Philippa: Try and find others that has been through it with their baby, it could be very beneficial for your mental health. Until you have lived with these behaviours it is difficult to understand how hard they are on everyone involved.
Seek holistic help. Balanced feeding practices and appropriate release of wind create healthy, developmental sleep patterns. Therefore, a health professional that considers all of the aspects together is best for your baby.
Try a good cranial osteopath. While I haven’t witnessed colic and reflux being remedied from this since it is largely caused by ‘input and output’ practices, I have witnessed babies being calmer after a session for generally a couple of days.

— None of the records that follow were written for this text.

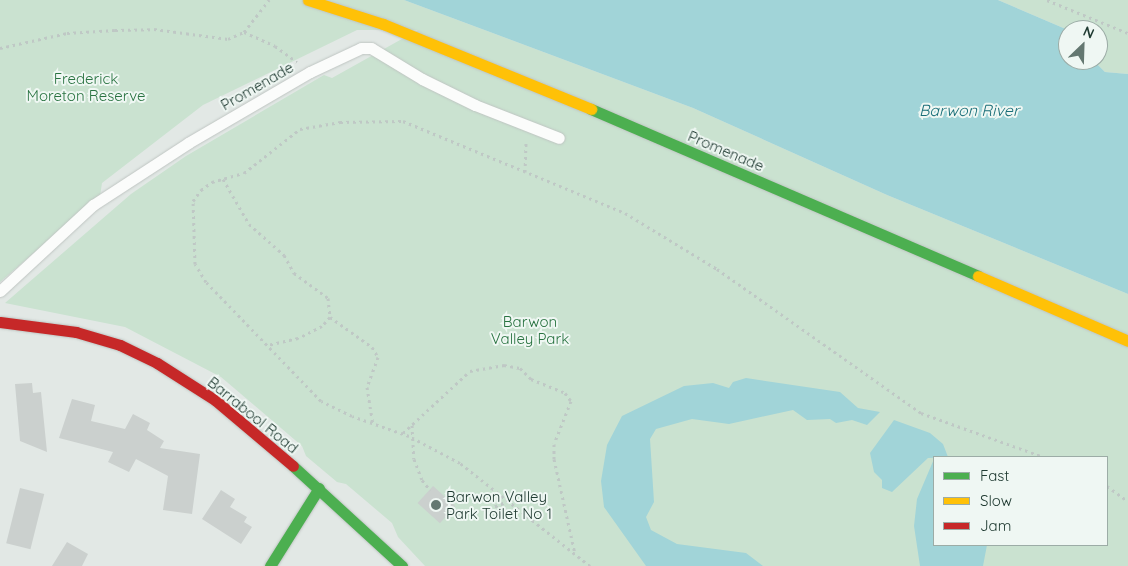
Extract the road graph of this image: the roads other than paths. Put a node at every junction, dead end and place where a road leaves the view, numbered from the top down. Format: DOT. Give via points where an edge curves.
graph roads {
  1 [pos="308,0"];
  2 [pos="559,138"];
  3 [pos="0,291"];
  4 [pos="0,322"];
  5 [pos="1128,341"];
  6 [pos="319,488"];
  7 [pos="270,566"];
  8 [pos="402,566"];
  1 -- 5 [label="street, Promenade" via="383,24 527,81"];
  2 -- 3 [label="lane, Promenade" via="475,105 422,79 371,48 361,48 310,72 188,143 93,205"];
  4 -- 6 [label="street, Barrabool Road" via="76,332 120,345 157,363 215,400"];
  6 -- 7 [label="street"];
  6 -- 8 [label="street, Barrabool Road"];
}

OHbaby: What products do you recommend to help babies with winding issues?
Philippa: I believe it is healthier to allow a newborn’s digestion to work as close to nature’s wish as possible therefore, I don’t actually recommend any remedies that make a newborn burp - after trying many of them myself and finding they made me more windy, I decided on a different approach. Instead, I use an alcohol free homeopathic remedy that stimulates calm for about five minutes. This lessons the tension in the baby’s body which then allows the digestive movement that they are fighting against to happen, whether it is in the stomach, intestine or bowel. By teaching parents how to feel, read and naturally respond to these movements less products are needed. The only other product I use from time to time, dependent on the newborn’s situation, is Slippery Elm. When taken internally it stimulates nerve endings in the GI tract, leading to mucus secretion which can help to sooth the stomach - this does need to be given in the correct dosage for weight.